The required result is a copy of each line below in which "edges" appears.
<<<<
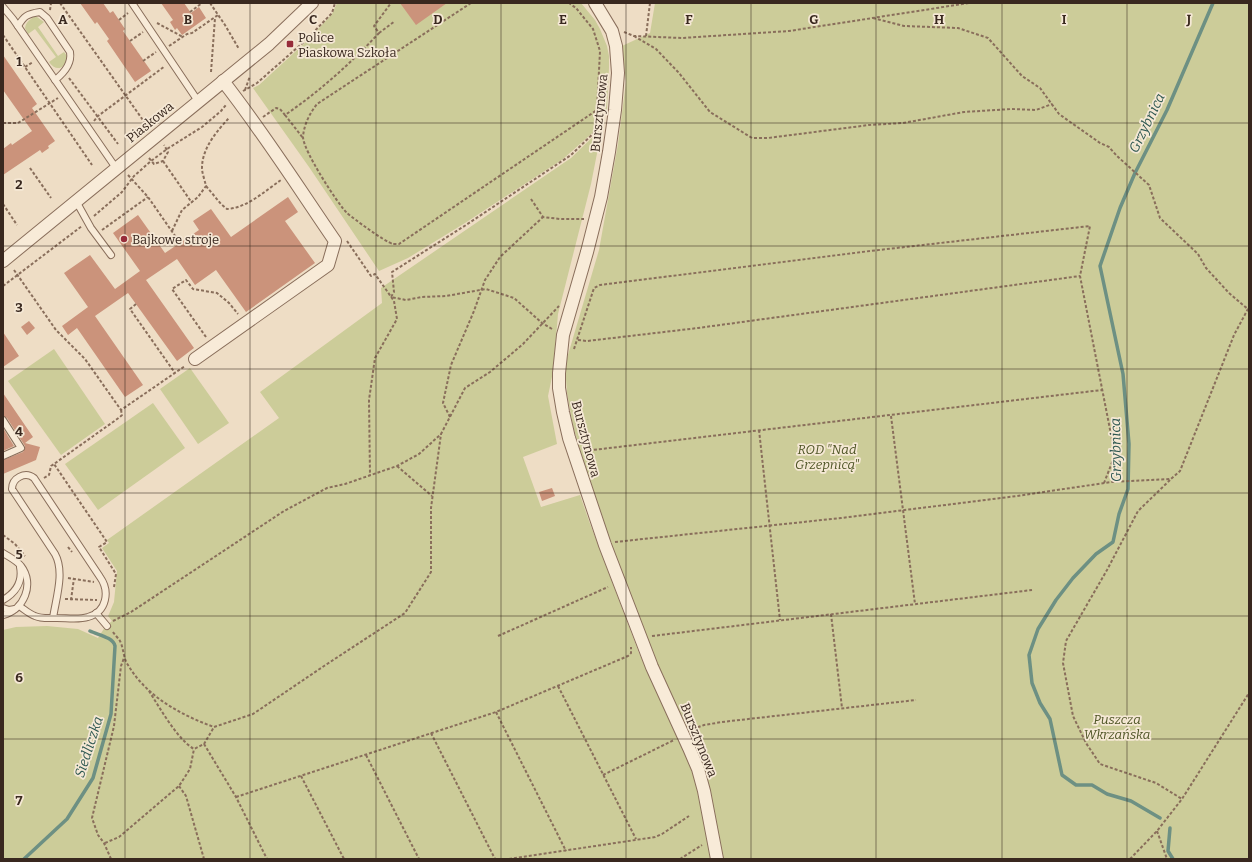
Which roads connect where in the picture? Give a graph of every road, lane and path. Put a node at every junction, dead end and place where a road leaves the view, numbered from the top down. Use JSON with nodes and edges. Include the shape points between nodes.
{"nodes":[{"id":1,"x":60,"y":3,"type":"edge"},
{"id":2,"x":202,"y":3,"type":"edge"},
{"id":3,"x":312,"y":3,"type":"edge"},
{"id":4,"x":335,"y":3,"type":"edge"},
{"id":5,"x":391,"y":3,"type":"edge"},
{"id":6,"x":471,"y":3,"type":"edge"},
{"id":7,"x":569,"y":3,"type":"edge"},
{"id":8,"x":595,"y":3,"type":"edge"},
{"id":9,"x":650,"y":3,"type":"edge"},
{"id":10,"x":969,"y":3,"type":"edge"},
{"id":11,"x":211,"y":4,"type":"edge"},
{"id":12,"x":134,"y":5,"type":"edge"},
{"id":13,"x":3,"y":7,"type":"edge"},
{"id":14,"x":190,"y":12,"type":"dead end"},
{"id":15,"x":140,"y":14,"type":"junction"},
{"id":16,"x":218,"y":15,"type":"junction"},
{"id":17,"x":215,"y":17,"type":"junction"},
{"id":18,"x":873,"y":18,"type":"junction"},
{"id":19,"x":119,"y":20,"type":"dead end"},
{"id":20,"x":396,"y":21,"type":"dead end"},
{"id":21,"x":18,"y":26,"type":"junction"},
{"id":22,"x":148,"y":28,"type":"junction"},
{"id":23,"x":622,"y":31,"type":"dead end"},
{"id":24,"x":379,"y":33,"type":"junction"},
{"id":25,"x":3,"y":35,"type":"edge"},
{"id":26,"x":634,"y":36,"type":"junction"},
{"id":27,"x":646,"y":36,"type":"junction"},
{"id":28,"x":183,"y":37,"type":"junction"},
{"id":29,"x":130,"y":40,"type":"dead end"},
{"id":30,"x":163,"y":49,"type":"junction"},
{"id":31,"x":239,"y":49,"type":"dead end"},
{"id":32,"x":144,"y":61,"type":"dead end"},
{"id":33,"x":171,"y":61,"type":"junction"},
{"id":34,"x":64,"y":72,"type":"junction"},
{"id":35,"x":211,"y":72,"type":"dead end"},
{"id":36,"x":55,"y":80,"type":"junction"},
{"id":37,"x":223,"y":81,"type":"junction"},
{"id":38,"x":64,"y":94,"type":"junction"},
{"id":39,"x":126,"y":95,"type":"junction"},
{"id":40,"x":235,"y":96,"type":"junction"},
{"id":41,"x":198,"y":101,"type":"junction"},
{"id":42,"x":50,"y":104,"type":"junction"},
{"id":43,"x":1052,"y":104,"type":"junction"},
{"id":44,"x":285,"y":115,"type":"junction"},
{"id":45,"x":98,"y":116,"type":"junction"},
{"id":46,"x":229,"y":118,"type":"dead end"},
{"id":47,"x":145,"y":122,"type":"dead end"},
{"id":48,"x":3,"y":123,"type":"edge"},
{"id":49,"x":254,"y":123,"type":"junction"},
{"id":50,"x":602,"y":126,"type":"dead end"},
{"id":51,"x":88,"y":127,"type":"junction"},
{"id":52,"x":303,"y":138,"type":"junction"},
{"id":53,"x":118,"y":144,"type":"dead end"},
{"id":54,"x":164,"y":146,"type":"dead end"},
{"id":55,"x":167,"y":149,"type":"junction"},
{"id":56,"x":149,"y":158,"type":"dead end"},
{"id":57,"x":151,"y":161,"type":"junction"},
{"id":58,"x":163,"y":161,"type":"junction"},
{"id":59,"x":92,"y":165,"type":"dead end"},
{"id":60,"x":30,"y":168,"type":"dead end"},
{"id":61,"x":116,"y":168,"type":"junction"},
{"id":62,"x":290,"y":174,"type":"junction"},
{"id":63,"x":128,"y":175,"type":"dead end"},
{"id":64,"x":132,"y":180,"type":"junction"},
{"id":65,"x":206,"y":186,"type":"junction"},
{"id":66,"x":51,"y":198,"type":"dead end"},
{"id":67,"x":148,"y":198,"type":"junction"},
{"id":68,"x":531,"y":199,"type":"dead end"},
{"id":69,"x":76,"y":201,"type":"junction"},
{"id":70,"x":192,"y":203,"type":"junction"},
{"id":71,"x":3,"y":204,"type":"edge"},
{"id":72,"x":543,"y":217,"type":"junction"},
{"id":73,"x":595,"y":219,"type":"junction"},
{"id":74,"x":87,"y":222,"type":"junction"},
{"id":75,"x":17,"y":225,"type":"dead end"},
{"id":76,"x":172,"y":231,"type":"junction"},
{"id":77,"x":96,"y":234,"type":"junction"},
{"id":78,"x":346,"y":240,"type":"dead end"},
{"id":79,"x":180,"y":243,"type":"dead end"},
{"id":80,"x":111,"y":255,"type":"dead end"},
{"id":81,"x":3,"y":261,"type":"edge"},
{"id":82,"x":14,"y":270,"type":"dead end"},
{"id":83,"x":18,"y":276,"type":"junction"},
{"id":84,"x":1080,"y":276,"type":"junction"},
{"id":85,"x":3,"y":286,"type":"edge"},
{"id":86,"x":481,"y":290,"type":"junction"},
{"id":87,"x":391,"y":297,"type":"junction"},
{"id":88,"x":136,"y":304,"type":"dead end"},
{"id":89,"x":560,"y":304,"type":"dead end"},
{"id":90,"x":1248,"y":308,"type":"edge"},
{"id":91,"x":245,"y":323,"type":"junction"},
{"id":92,"x":542,"y":323,"type":"junction"},
{"id":93,"x":568,"y":337,"type":"junction"},
{"id":94,"x":578,"y":340,"type":"junction"},
{"id":95,"x":212,"y":346,"type":"junction"},
{"id":96,"x":573,"y":352,"type":"dead end"},
{"id":97,"x":194,"y":359,"type":"joint"},
{"id":98,"x":175,"y":373,"type":"junction"},
{"id":99,"x":1103,"y":390,"type":"junction"},
{"id":100,"x":121,"y":410,"type":"junction"},
{"id":101,"x":891,"y":416,"type":"junction"},
{"id":102,"x":450,"y":417,"type":"junction"},
{"id":103,"x":3,"y":420,"type":"edge"},
{"id":104,"x":759,"y":430,"type":"junction"},
{"id":105,"x":441,"y":434,"type":"junction"},
{"id":106,"x":586,"y":450,"type":"junction"},
{"id":107,"x":580,"y":451,"type":"dead end"},
{"id":108,"x":3,"y":456,"type":"edge"},
{"id":109,"x":588,"y":457,"type":"dead end"},
{"id":110,"x":54,"y":464,"type":"junction"},
{"id":111,"x":397,"y":466,"type":"junction"},
{"id":112,"x":49,"y":475,"type":"dead end"},
{"id":113,"x":370,"y":475,"type":"junction"},
{"id":114,"x":1171,"y":479,"type":"junction"},
{"id":115,"x":1104,"y":483,"type":"junction"},
{"id":116,"x":432,"y":496,"type":"junction"},
{"id":117,"x":904,"y":510,"type":"junction"},
{"id":118,"x":769,"y":525,"type":"junction"},
{"id":119,"x":612,"y":538,"type":"dead end"},
{"id":120,"x":107,"y":542,"type":"dead end"},
{"id":121,"x":613,"y":542,"type":"junction"},
{"id":122,"x":68,"y":547,"type":"dead end"},
{"id":123,"x":615,"y":547,"type":"dead end"},
{"id":124,"x":3,"y":553,"type":"edge"},
{"id":125,"x":72,"y":553,"type":"dead end"},
{"id":126,"x":17,"y":562,"type":"junction"},
{"id":127,"x":59,"y":576,"type":"junction"},
{"id":128,"x":74,"y":578,"type":"junction"},
{"id":129,"x":97,"y":583,"type":"dead end"},
{"id":130,"x":608,"y":587,"type":"dead end"},
{"id":131,"x":1032,"y":590,"type":"dead end"},
{"id":132,"x":100,"y":596,"type":"dead end"},
{"id":133,"x":3,"y":600,"type":"edge"},
{"id":134,"x":62,"y":600,"type":"dead end"},
{"id":135,"x":71,"y":600,"type":"junction"},
{"id":136,"x":915,"y":604,"type":"junction"},
{"id":137,"x":19,"y":606,"type":"junction"},
{"id":138,"x":3,"y":608,"type":"edge"},
{"id":139,"x":96,"y":613,"type":"junction"},
{"id":140,"x":831,"y":614,"type":"junction"},
{"id":141,"x":3,"y":615,"type":"edge"},
{"id":142,"x":52,"y":618,"type":"junction"},
{"id":143,"x":780,"y":620,"type":"junction"},
{"id":144,"x":107,"y":626,"type":"junction"},
{"id":145,"x":498,"y":636,"type":"dead end"},
{"id":146,"x":648,"y":636,"type":"dead end"},
{"id":147,"x":631,"y":653,"type":"dead end"},
{"id":148,"x":124,"y":657,"type":"junction"},
{"id":149,"x":558,"y":686,"type":"junction"},
{"id":150,"x":147,"y":689,"type":"junction"},
{"id":151,"x":1249,"y":693,"type":"edge"},
{"id":152,"x":916,"y":700,"type":"dead end"},
{"id":153,"x":842,"y":708,"type":"junction"},
{"id":154,"x":496,"y":712,"type":"junction"},
{"id":155,"x":214,"y":728,"type":"junction"},
{"id":156,"x":690,"y":730,"type":"dead end"},
{"id":157,"x":431,"y":734,"type":"junction"},
{"id":158,"x":678,"y":738,"type":"dead end"},
{"id":159,"x":204,"y":744,"type":"junction"},
{"id":160,"x":194,"y":749,"type":"junction"},
{"id":161,"x":366,"y":755,"type":"junction"},
{"id":162,"x":603,"y":775,"type":"junction"},
{"id":163,"x":301,"y":776,"type":"junction"},
{"id":164,"x":179,"y":786,"type":"junction"},
{"id":165,"x":236,"y":797,"type":"junction"},
{"id":166,"x":1182,"y":799,"type":"junction"},
{"id":167,"x":689,"y":816,"type":"dead end"},
{"id":168,"x":1157,"y":831,"type":"junction"},
{"id":169,"x":714,"y":838,"type":"junction"},
{"id":170,"x":636,"y":839,"type":"junction"},
{"id":171,"x":104,"y":843,"type":"junction"},
{"id":172,"x":566,"y":851,"type":"junction"},
{"id":173,"x":111,"y":859,"type":"edge"},
{"id":174,"x":204,"y":859,"type":"edge"},
{"id":175,"x":267,"y":859,"type":"edge"},
{"id":176,"x":344,"y":859,"type":"edge"},
{"id":177,"x":419,"y":859,"type":"edge"},
{"id":178,"x":495,"y":859,"type":"edge"},
{"id":179,"x":509,"y":859,"type":"edge"},
{"id":180,"x":680,"y":859,"type":"edge"},
{"id":181,"x":718,"y":859,"type":"edge"},
{"id":182,"x":1130,"y":859,"type":"edge"},
{"id":183,"x":1167,"y":859,"type":"edge"}],
"edges":[{"from":1,"to":39,"type":"path"},
{"from":2,"to":14,"type":"path"},
{"from":3,"to":37,"type":"street","name":"Piaskowa","via":[[269,44]]},
{"from":4,"to":40,"type":"path","via":[[332,12],[306,40],[257,83]]},
{"from":5,"to":24,"type":"path","via":[[374,26]]},
{"from":6,"to":52,"type":"path","via":[[317,104],[308,115]]},
{"from":7,"to":52,"type":"path","via":[[593,29],[600,51],[597,110],[399,244],[393,244],[348,213],[334,197]]},
{"from":8,"to":73,"type":"street","name":"Bursztynowa","via":[[612,32],[618,73],[610,152]]},
{"from":9,"to":27,"type":"path"},
{"from":10,"to":18,"type":"path"},
{"from":11,"to":16,"type":"path"},
{"from":12,"to":15,"type":"lane"},
{"from":12,"to":19,"type":"path"},
{"from":13,"to":21,"type":"lane"},
{"from":15,"to":22,"type":"lane"},
{"from":15,"to":28,"type":"path"},
{"from":16,"to":17,"type":"path"},
{"from":16,"to":31,"type":"path"},
{"from":17,"to":28,"type":"path"},
{"from":17,"to":35,"type":"path"},
{"from":18,"to":27,"type":"path","via":[[789,31],[682,38]]},
{"from":18,"to":43,"type":"path","via":[[904,26],[958,28],[988,38],[1022,76],[1040,88]]},
{"from":20,"to":24,"type":"path"},
{"from":21,"to":34,"type":"lane","via":[[23,18],[31,13],[40,12],[47,18],[70,52],[71,58]]},
{"from":21,"to":36,"type":"lane"},
{"from":22,"to":29,"type":"path"},
{"from":22,"to":30,"type":"lane"},
{"from":23,"to":26,"type":"path"},
{"from":24,"to":44,"type":"path","via":[[324,87]]},
{"from":25,"to":42,"type":"path"},
{"from":26,"to":27,"type":"path"},
{"from":26,"to":43,"type":"path","via":[[656,49],[710,112],[752,138],[903,123],[964,112],[1036,110]]},
{"from":28,"to":30,"type":"path"},
{"from":30,"to":32,"type":"path"},
{"from":30,"to":33,"type":"lane"},
{"from":33,"to":39,"type":"path"},
{"from":33,"to":41,"type":"lane"},
{"from":34,"to":36,"type":"lane"},
{"from":34,"to":45,"type":"path"},
{"from":36,"to":38,"type":"lane"},
{"from":37,"to":40,"type":"street"},
{"from":37,"to":41,"type":"street","name":"Piaskowa"},
{"from":38,"to":42,"type":"path"},
{"from":38,"to":51,"type":"lane"},
{"from":39,"to":45,"type":"path"},
{"from":39,"to":47,"type":"path"},
{"from":40,"to":49,"type":"street"},
{"from":40,"to":55,"type":"path","via":[[221,112],[202,127]]},
{"from":41,"to":61,"type":"street","name":"Piaskowa"},
{"from":42,"to":48,"type":"path","via":[[18,124]]},
{"from":42,"to":59,"type":"path"},
{"from":43,"to":90,"type":"path","via":[[1059,114],[1109,147],[1149,185],[1160,218],[1198,254],[1206,268],[1229,293]]},
{"from":44,"to":49,"type":"path","via":[[276,108]]},
{"from":44,"to":52,"type":"path"},
{"from":45,"to":51,"type":"path"},
{"from":45,"to":53,"type":"path"},
{"from":46,"to":65,"type":"path","via":[[205,152],[202,168]]},
{"from":49,"to":62,"type":"street"},
{"from":50,"to":87,"type":"path","via":[[571,155],[392,272],[394,292]]},
{"from":51,"to":61,"type":"lane"},
{"from":54,"to":55,"type":"path"},
{"from":55,"to":57,"type":"path"},
{"from":55,"to":58,"type":"path"},
{"from":56,"to":57,"type":"path"},
{"from":57,"to":58,"type":"path","via":[[154,164]]},
{"from":57,"to":64,"type":"path"},
{"from":58,"to":70,"type":"path"},
{"from":60,"to":66,"type":"path"},
{"from":61,"to":69,"type":"street","name":"Piaskowa"},
{"from":62,"to":65,"type":"path","via":[[249,202],[233,209],[227,209]]},
{"from":62,"to":91,"type":"street","via":[[335,241],[328,265]]},
{"from":63,"to":64,"type":"path"},
{"from":64,"to":67,"type":"path"},
{"from":64,"to":74,"type":"path"},
{"from":65,"to":70,"type":"path"},
{"from":67,"to":76,"type":"path"},
{"from":67,"to":77,"type":"path"},
{"from":68,"to":72,"type":"path"},
{"from":69,"to":74,"type":"lane"},
{"from":69,"to":81,"type":"street","name":"Piaskowa"},
{"from":70,"to":76,"type":"path","via":[[182,210]]},
{"from":71,"to":75,"type":"path"},
{"from":72,"to":73,"type":"path"},
{"from":72,"to":86,"type":"path","via":[[500,257]]},
{"from":73,"to":93,"type":"street","name":"Bursztynowa"},
{"from":74,"to":77,"type":"lane"},
{"from":74,"to":83,"type":"path"},
{"from":76,"to":79,"type":"path"},
{"from":77,"to":80,"type":"lane"},
{"from":78,"to":87,"type":"path","via":[[371,276],[375,274]]},
{"from":82,"to":83,"type":"path"},
{"from":83,"to":85,"type":"path"},
{"from":83,"to":100,"type":"path","via":[[56,330],[85,359]]},
{"from":84,"to":94,"type":"path","via":[[698,328]]},
{"from":84,"to":94,"type":"path","via":[[1090,226],[632,280],[594,288]]},
{"from":84,"to":99,"type":"path"},
{"from":86,"to":87,"type":"path","via":[[406,300]]},
{"from":86,"to":92,"type":"path","via":[[486,289],[514,298]]},
{"from":86,"to":102,"type":"path","via":[[451,364],[443,403]]},
{"from":87,"to":113,"type":"path","via":[[397,319],[375,358],[369,400]]},
{"from":88,"to":98,"type":"path","via":[[130,309]]},
{"from":89,"to":92,"type":"path"},
{"from":90,"to":114,"type":"path","via":[[1234,335],[1180,471]]},
{"from":91,"to":95,"type":"street"},
{"from":91,"to":95,"type":"path","via":[[217,293],[194,289],[186,280],[172,289]]},
{"from":92,"to":93,"type":"path"},
{"from":92,"to":102,"type":"path","via":[[523,344],[496,367],[465,388]]},
{"from":93,"to":94,"type":"path"},
{"from":93,"to":169,"type":"street","name":"Bursztynowa","via":[[559,373],[569,438],[604,545],[641,641],[698,769]]},
{"from":94,"to":96,"type":"path"},
{"from":95,"to":97,"type":"street"},
{"from":97,"to":98,"type":"path"},
{"from":98,"to":100,"type":"path"},
{"from":99,"to":101,"type":"path"},
{"from":99,"to":115,"type":"path","via":[[1115,455]]},
{"from":100,"to":110,"type":"path","via":[[120,417]]},
{"from":101,"to":104,"type":"path"},
{"from":101,"to":117,"type":"path"},
{"from":102,"to":105,"type":"path"},
{"from":103,"to":108,"type":"lane","via":[[21,448]]},
{"from":104,"to":106,"type":"path"},
{"from":104,"to":118,"type":"path"},
{"from":105,"to":111,"type":"path","via":[[419,454]]},
{"from":105,"to":116,"type":"path"},
{"from":106,"to":107,"type":"path"},
{"from":106,"to":109,"type":"path"},
{"from":110,"to":112,"type":"path"},
{"from":110,"to":120,"type":"path"},
{"from":111,"to":113,"type":"path"},
{"from":111,"to":116,"type":"path"},
{"from":113,"to":144,"type":"path","via":[[327,488],[284,511]]},
{"from":114,"to":115,"type":"path"},
{"from":114,"to":166,"type":"path","via":[[1138,512],[1066,641],[1063,663],[1073,716],[1100,764],[1156,784]]},
{"from":115,"to":117,"type":"path"},
{"from":116,"to":155,"type":"path","via":[[431,572],[405,613],[253,714]]},
{"from":117,"to":118,"type":"path"},
{"from":117,"to":136,"type":"path"},
{"from":118,"to":121,"type":"path"},
{"from":118,"to":143,"type":"path"},
{"from":119,"to":121,"type":"path"},
{"from":121,"to":123,"type":"path"},
{"from":122,"to":125,"type":"path"},
{"from":124,"to":126,"type":"lane"},
{"from":126,"to":133,"type":"lane","via":[[20,581],[13,593]]},
{"from":126,"to":137,"type":"lane","via":[[24,571],[27,582],[26,594]]},
{"from":127,"to":128,"type":"path"},
{"from":127,"to":139,"type":"lane","via":[[55,555],[13,490],[15,480],[24,475],[34,478],[104,583],[105,601]]},
{"from":127,"to":142,"type":"lane"},
{"from":128,"to":129,"type":"path"},
{"from":128,"to":135,"type":"path"},
{"from":130,"to":145,"type":"path"},
{"from":131,"to":136,"type":"path"},
{"from":132,"to":135,"type":"path","via":[[97,602]]},
{"from":134,"to":135,"type":"path"},
{"from":136,"to":140,"type":"path"},
{"from":137,"to":138,"type":"lane","via":[[10,610]]},
{"from":137,"to":141,"type":"lane"},
{"from":137,"to":142,"type":"lane","via":[[35,617]]},
{"from":139,"to":142,"type":"lane","via":[[84,618]]},
{"from":139,"to":144,"type":"lane"},
{"from":140,"to":143,"type":"path"},
{"from":140,"to":153,"type":"path"},
{"from":143,"to":146,"type":"path"},
{"from":144,"to":148,"type":"path","via":[[120,641]]},
{"from":147,"to":149,"type":"path"},
{"from":148,"to":150,"type":"path","via":[[133,673]]},
{"from":148,"to":171,"type":"path","via":[[114,726],[92,818]]},
{"from":149,"to":154,"type":"path"},
{"from":149,"to":162,"type":"path"},
{"from":150,"to":155,"type":"path","via":[[165,704]]},
{"from":150,"to":160,"type":"path","via":[[188,746]]},
{"from":151,"to":166,"type":"path"},
{"from":152,"to":153,"type":"path"},
{"from":153,"to":156,"type":"path","via":[[722,722]]},
{"from":154,"to":157,"type":"path"},
{"from":154,"to":172,"type":"path"},
{"from":155,"to":159,"type":"path"},
{"from":157,"to":161,"type":"path"},
{"from":157,"to":178,"type":"path"},
{"from":158,"to":162,"type":"path"},
{"from":159,"to":160,"type":"path"},
{"from":159,"to":165,"type":"path"},
{"from":160,"to":164,"type":"path","via":[[190,768]]},
{"from":161,"to":163,"type":"path"},
{"from":161,"to":177,"type":"path"},
{"from":162,"to":170,"type":"path"},
{"from":163,"to":165,"type":"path"},
{"from":163,"to":176,"type":"path"},
{"from":164,"to":171,"type":"path","via":[[119,837]]},
{"from":164,"to":174,"type":"path","via":[[186,796]]},
{"from":165,"to":175,"type":"path"},
{"from":166,"to":168,"type":"path"},
{"from":167,"to":170,"type":"path","via":[[655,837]]},
{"from":168,"to":182,"type":"path"},
{"from":168,"to":183,"type":"path"},
{"from":169,"to":180,"type":"path"},
{"from":169,"to":181,"type":"street","name":"Bursztynowa"},
{"from":170,"to":172,"type":"path"},
{"from":171,"to":173,"type":"path"},
{"from":172,"to":179,"type":"path"}]}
>>>>
## COMPLETED EXERCISE
Which roads connect where in the picture? Give a graph of every road, lane and path. Put a node at every junction, dead end and place where a road leaves the view, numbered from the top down. Use JSON with nodes and edges. Include the shape points between nodes.
"edges":[{"from":1,"to":39,"type":"path"},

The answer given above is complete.